Despite the volatility and uncertainty of today’s global economy, organizations keep looking ahead, and many of them are heavily engaged in M&A activity. But what have they learned from the excesses and recessionary consequences of the last decade? If anything, they must be more focused than ever on adding complementary opportunities to their core business portfolios, with an unerring eye on the human-capital implications that can determine their ultimate return on investment.
Indeed, the talent being acquired is often the key factor that can deliver on or undermine the ROI of a deal. To optimize the ROI, a human-capital risk review should be undertaken, focused on more than just the cost of employment (such as compensation and benefits) and the elimination of redundancies. In addition, companies should consider the value of the human-capital-asset and the practices and policies in place to support it. Increasingly, companies are focusing on workforce analytics to deliver on their business priorities —such analytics are also crucial in meeting today’s M&A challenges.

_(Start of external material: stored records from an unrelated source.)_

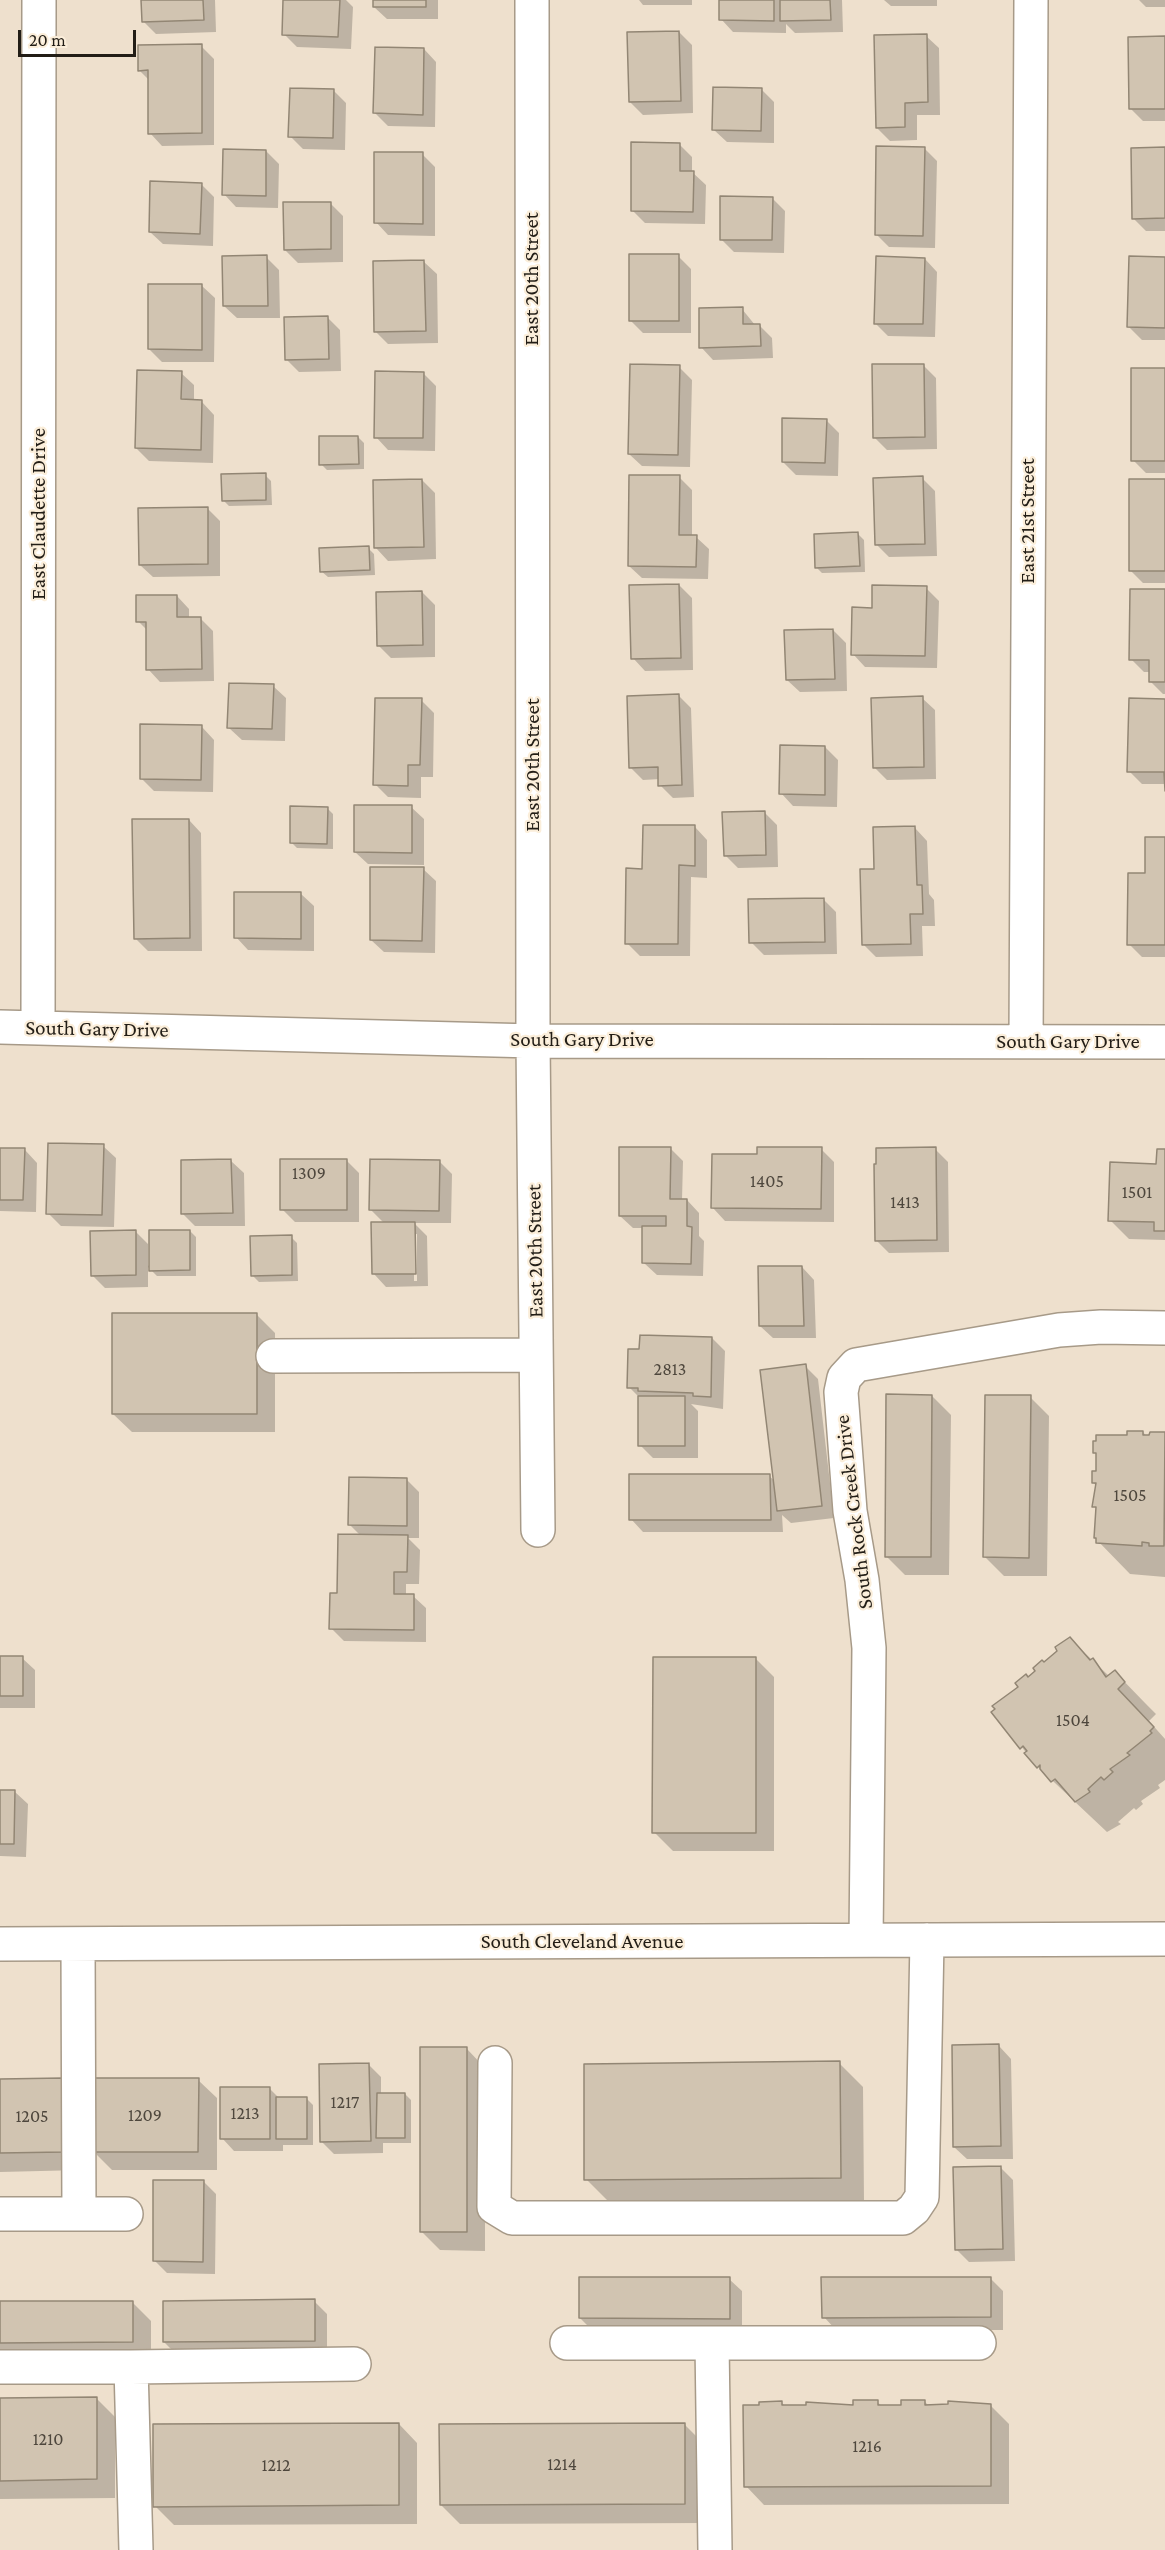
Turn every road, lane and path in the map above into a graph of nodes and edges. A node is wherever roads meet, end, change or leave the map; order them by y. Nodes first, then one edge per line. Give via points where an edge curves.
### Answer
1 (39, 0) edge
2 (532, 0) edge
3 (1031, 0) edge
4 (0, 1027) edge
5 (38, 1027) junction
6 (533, 1041) junction
7 (1026, 1041) junction
8 (1165, 1042) edge
9 (1165, 1328) edge
10 (536, 1355) junction
11 (273, 1356) dead end
12 (538, 1530) dead end
13 (1165, 1939) edge
14 (866, 1940) junction
15 (927, 1940) junction
16 (0, 1944) edge
17 (78, 1944) junction
18 (495, 2063) dead end
19 (0, 2214) edge
20 (80, 2214) junction
21 (126, 2214) dead end
22 (567, 2343) dead end
23 (712, 2343) junction
24 (979, 2343) dead end
25 (354, 2364) dead end
26 (0, 2367) edge
27 (131, 2367) junction
28 (136, 2550) edge
29 (716, 2550) edge

1 - 5 street, East Claudette Drive
2 - 6 street, East 20th Street
3 - 7 street, East 21st Street
4 - 5 street, South Gary Drive
5 - 6 street, South Gary Drive
6 - 7 street, South Gary Drive
6 - 10 street, East 20th Street
7 - 8 street, South Gary Drive
9 - 14 street, South Rock Creek Drive via 1059,1330 856,1365 844,1378 841,1392 850,1511 869,1648
10 - 11 street
10 - 12 street, East 20th Street
13 - 15 street, South Cleveland Avenue
14 - 15 street, South Cleveland Avenue
14 - 17 street, South Cleveland Avenue
15 - 18 street via 922,2197 903,2218 512,2218 494,2207
16 - 17 street, South Cleveland Avenue
17 - 20 street
19 - 20 street
20 - 21 street
22 - 23 street
23 - 24 street
23 - 29 street
25 - 27 street
26 - 27 street
27 - 28 street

It’s worth noting, of course, that there are different kinds of deals. Some are pure asset transactions — such as those to acquire intellectual property rights or physical plants — while others bank their future financial performance on the people side of the businesses. Where it is the workforce, beyond just leaders, that drives future earnings, a focus on the human capital asset can make the difference. For many acquiring companies, the link between the workforce and future success is too simplistic — it is made by gauging historic revenue per employee, assuming and setting improvements in productivity, and settling on a required number of workers.
“There are different kinds of deals. Some are pure asset transactions — such as those to acquire intellectual property rights or physical plants — while others bank their future financial performance on the people side of the businesses.”

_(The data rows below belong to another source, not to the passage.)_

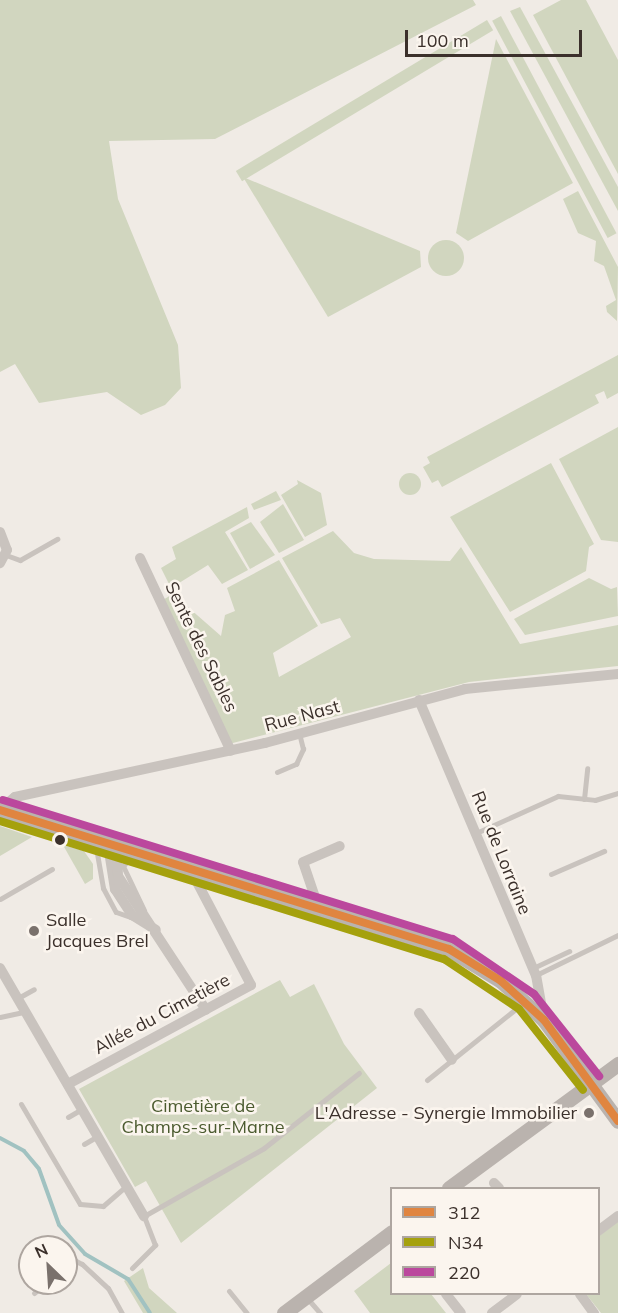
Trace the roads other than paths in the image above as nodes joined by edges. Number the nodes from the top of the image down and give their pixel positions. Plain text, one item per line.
1 (0, 532) edge
2 (57, 539) dead end
3 (140, 558) dead end
4 (3, 559) edge
5 (618, 674) edge
6 (419, 700) junction
7 (299, 733) junction
8 (231, 751) junction
9 (587, 768) dead end
10 (278, 772) dead end
11 (618, 793) edge
12 (584, 799) junction
13 (0, 810) edge
14 (0, 818) edge
15 (39, 825) junction
16 (476, 833) junction
17 (106, 845) junction
18 (340, 846) dead end
19 (604, 851) dead end
20 (140, 854) junction
21 (52, 869) dead end
22 (190, 869) junction
23 (551, 874) dead end
24 (0, 899) edge
25 (318, 906) junction
26 (141, 917) junction
27 (618, 933) edge
28 (569, 951) dead end
29 (0, 968) edge
30 (534, 972) junction
31 (34, 989) dead end
32 (18, 998) junction
33 (526, 1001) junction
34 (206, 1010) junction
35 (26, 1011) junction
36 (419, 1013) dead end
37 (0, 1017) edge
38 (544, 1020) junction
39 (452, 1060) junction
40 (618, 1064) edge
41 (359, 1073) dead end
42 (427, 1080) dead end
43 (591, 1083) junction
44 (68, 1084) junction
45 (21, 1104) dead end
46 (82, 1109) junction
47 (68, 1117) dead end
48 (618, 1121) edge
49 (98, 1136) junction
50 (84, 1144) dead end
51 (127, 1186) junction
52 (450, 1187) edge
53 (144, 1216) junction
54 (618, 1216) edge
55 (600, 1230) edge
56 (390, 1234) edge
57 (78, 1262) edge
58 (132, 1268) dead end
59 (229, 1291) dead end
60 (448, 1295) edge
61 (514, 1295) edge
62 (581, 1295) edge
63 (306, 1297) junction
64 (122, 1313) edge
65 (247, 1313) edge
66 (284, 1313) edge
67 (320, 1313) edge
68 (461, 1313) edge
69 (492, 1313) edge
70 (594, 1313) edge

1 - 4 street
2 - 4 lane
3 - 8 street, Sente des Sables
5 - 6 street, Rue Nast
6 - 7 street, Rue Nast
6 - 16 street, Rue de Lorraine
7 - 8 street, Rue Nast
7 - 10 lane
8 - 13 street, Rue Nast
9 - 12 lane
11 - 12 lane
12 - 16 lane
13 - 15 main road
14 - 15 main road
15 - 17 main road
16 - 30 street, Rue de Lorraine
17 - 20 main road
17 - 26 street
17 - 26 lane
18 - 25 street
19 - 23 lane
20 - 22 main road
20 - 26 lane
21 - 24 lane
22 - 25 main road
22 - 34 street, Allée du Cimetière
25 - 33 main road
26 - 34 street
27 - 30 lane
28 - 30 lane
29 - 32 street
30 - 38 street, Rue de Lorraine
31 - 32 lane
32 - 35 street
33 - 38 main road
33 - 39 lane
34 - 44 street, Allée du Cimetière
35 - 37 lane
35 - 44 street
36 - 39 street
38 - 43 main road
39 - 42 lane
40 - 43 main road
41 - 53 lane
43 - 48 main road
43 - 52 main road
44 - 46 street
45 - 51 lane
46 - 47 lane
46 - 49 street
49 - 50 lane
49 - 51 street
51 - 53 street
53 - 58 lane
54 - 55 street
56 - 63 main road
57 - 64 lane
59 - 65 lane
60 - 68 street
61 - 69 street
62 - 70 street
63 - 66 main road
63 - 67 lane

This budget-driven approach to managing just headcount may be attractively straightforward, but its simplicity fails to account for the human capital drivers of ultimate financial success. For a human-capital intensive enterprise, a more appropriate evaluation will require a more complex understanding of the target organization’s internal labor market (ILM) — that is, the processes by which that organization obtains, develops, rewards, and retains its talent and, given those processes, how its talent performs.
ILM talent “flows” reveal how desired results of the deal can be achieved through changes in HR decisions, policies, and practices after the deal closes; it can also reveal the true sources of value that support the organization. Specifically, examination of these flows will show relative focus on buying versus building talent, developmental bottlenecks, dependencies on the external labor market for filling critical roles, and retention pain points, as well as alignments/misalignments in practices, including hiring profiles, pay-for-performance, and training programs, any of which can argue for or against a deal moving forward. In the case of a merger, differences in such practices between organizations that must come together to realize desired synergies need to be addressed before going ahead.